After declaring a state of emergency Saturday over the coronavirus epidemic, New York Gov. Andrew Cuomo (D) is taking increasingly dramatic steps this week to address the issue, including deploying the National Guard to help establish a one-mile containment area in what the governor has described as the “most significant cluster [of COVID-19 cases] in the country.”
As NBC News New York details, Westchester County — particularly New Rochelle, from which a lawyer linked to multiple COVID-19 cases hails — has become a hotbed of coronavirus infections, accounting for around 60% of all tri-state cases.
When Cuomo declared the state of emergency Saturday, New York had 89 confirmed cases. As of Tuesday, that number rose to 173, the second-most of any state in the country (Washington has confirmed 179). Westchester County contains 108 of the state’s cases.
Because of the concentration of cases in New Rochelle, the city will soon be the site of a satellite testing facility as well as a one-square mile containment area within the city intended to prevent further spreading of the virus.

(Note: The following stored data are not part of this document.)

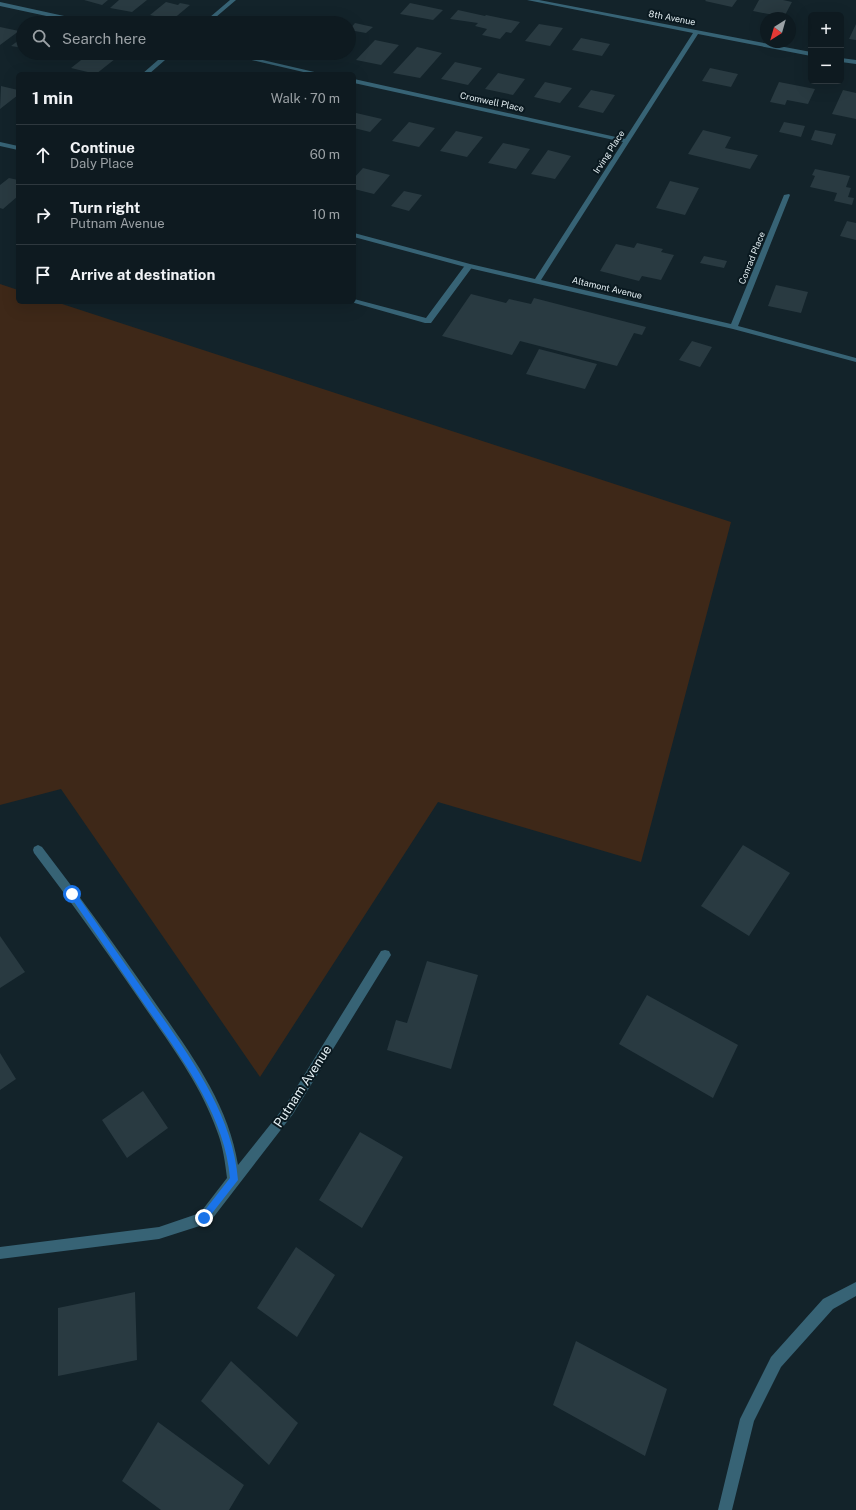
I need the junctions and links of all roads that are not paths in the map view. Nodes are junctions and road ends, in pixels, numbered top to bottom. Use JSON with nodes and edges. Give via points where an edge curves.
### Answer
{"nodes":[{"id":1,"x":233,"y":0,"type":"edge"},
{"id":2,"x":530,"y":0,"type":"edge"},
{"id":3,"x":0,"y":4,"type":"edge"},
{"id":4,"x":56,"y":16,"type":"edge"},
{"id":5,"x":214,"y":16,"type":"edge"},
{"id":6,"x":696,"y":32,"type":"junction"},
{"id":7,"x":808,"y":53,"type":"edge"},
{"id":8,"x":162,"y":60,"type":"edge"},
{"id":9,"x":256,"y":60,"type":"edge"},
{"id":10,"x":844,"y":60,"type":"edge"},
{"id":11,"x":856,"y":62,"type":"edge"},
{"id":12,"x":147,"y":72,"type":"edge"},
{"id":13,"x":311,"y":72,"type":"edge"},
{"id":14,"x":356,"y":81,"type":"edge"},
{"id":15,"x":627,"y":141,"type":"junction"},
{"id":16,"x":0,"y":144,"type":"edge"},
{"id":17,"x":16,"y":148,"type":"edge"},
{"id":18,"x":787,"y":195,"type":"dead end"},
{"id":19,"x":356,"y":236,"type":"edge"},
{"id":20,"x":469,"y":266,"type":"junction"},
{"id":21,"x":537,"y":281,"type":"junction"},
{"id":22,"x":356,"y":302,"type":"edge"},
{"id":23,"x":734,"y":327,"type":"junction"},
{"id":24,"x":856,"y":360,"type":"edge"},
{"id":25,"x":38,"y":850,"type":"dead end"},
{"id":26,"x":386,"y":955,"type":"dead end"},
{"id":27,"x":234,"y":1180,"type":"junction"},
{"id":28,"x":0,"y":1253,"type":"edge"},
{"id":29,"x":856,"y":1289,"type":"edge"},
{"id":30,"x":724,"y":1510,"type":"edge"}],
"edges":[{"from":1,"to":5,"type":"street"},
{"from":2,"to":6,"type":"street","name":"8th Avenue"},
{"from":3,"to":4,"type":"street"},
{"from":6,"to":7,"type":"street","name":"8th Avenue"},
{"from":6,"to":15,"type":"street","name":"Irving Place"},
{"from":8,"to":12,"type":"street"},
{"from":9,"to":13,"type":"street"},
{"from":10,"to":11,"type":"street"},
{"from":14,"to":15,"type":"street","name":"Cromwell Place"},
{"from":15,"to":21,"type":"street","name":"Irving Place"},
{"from":16,"to":17,"type":"street"},
{"from":18,"to":23,"type":"street","name":"Conrad Place"},
{"from":19,"to":20,"type":"street","name":"Altamont Avenue"},
{"from":20,"to":21,"type":"street","name":"Altamont Avenue"},
{"from":20,"to":22,"type":"street","via":[[428,321]]},
{"from":21,"to":23,"type":"street","name":"Altamont Avenue"},
{"from":23,"to":24,"type":"street","name":"Altamont Avenue"},
{"from":25,"to":27,"type":"street","via":[[114,953],[192,1070],[218,1114],[232,1160]]},
{"from":26,"to":27,"type":"street","name":"Putnam Avenue","via":[[289,1110]]},
{"from":27,"to":28,"type":"street","name":"Putnam Avenue","via":[[204,1218],[159,1233]]},
{"from":29,"to":30,"type":"street","via":[[828,1304],[776,1362],[747,1420]]}]}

To help carry out these measures, Cuomo deployed the National Guard Tuesday to the Health Department “command post” in the area, from which servicemembers will conduct operations in the containment zone, including helping to sanitize surfaces and deliver food, NBC reports.
The plan is for that particularly high-risk area in New Rochelle to be contained for two weeks, through March 25. During that time, NBC notes, public schools within the containment zone will be closed.
“New Rochelle is home to the midtown Manhattan lawyer who has been linked to dozens of cases across multiple states,” NBC explains. “He was the second confirmed case in New York and its first instance of community spread.”
As reported by The New York Times, when he officially declared the state of emergency over the weekend, Cuomo explained that he did so in order to give the state more ability to purchase supplies, in part by skirting purchasing regulations when necessary, and hire workers to assist local health departments now monitoring thousands of cases.
“Somebody has to go knock on their door, once a day. This is labor intensive,” said the governor.
The Centers for Disease Control maintains that the risk of being exposed to COVID-19 remains low for the majority of people in most areas and most professions. Key points from the CDC’s current risk assessment below:
- For the majority of people, the immediate risk of being exposed to the virus that causes COVID-19 is thought to be low. There is not widespread circulation in most communities in the United States.
- People in places where ongoing community spread of the virus that causes COVID-19 has been reported are at elevated risk of exposure, with increase in risk dependent on the location.
- Healthcare workers caring for patients with COVID-19 are at elevated risk of exposure.
- Close contacts of persons with COVID-19 also are at elevated risk of exposure.
- Travelers returning from affected international locations where community spread is occurring also are at elevated risk of exposure, with increase in risk dependent on location.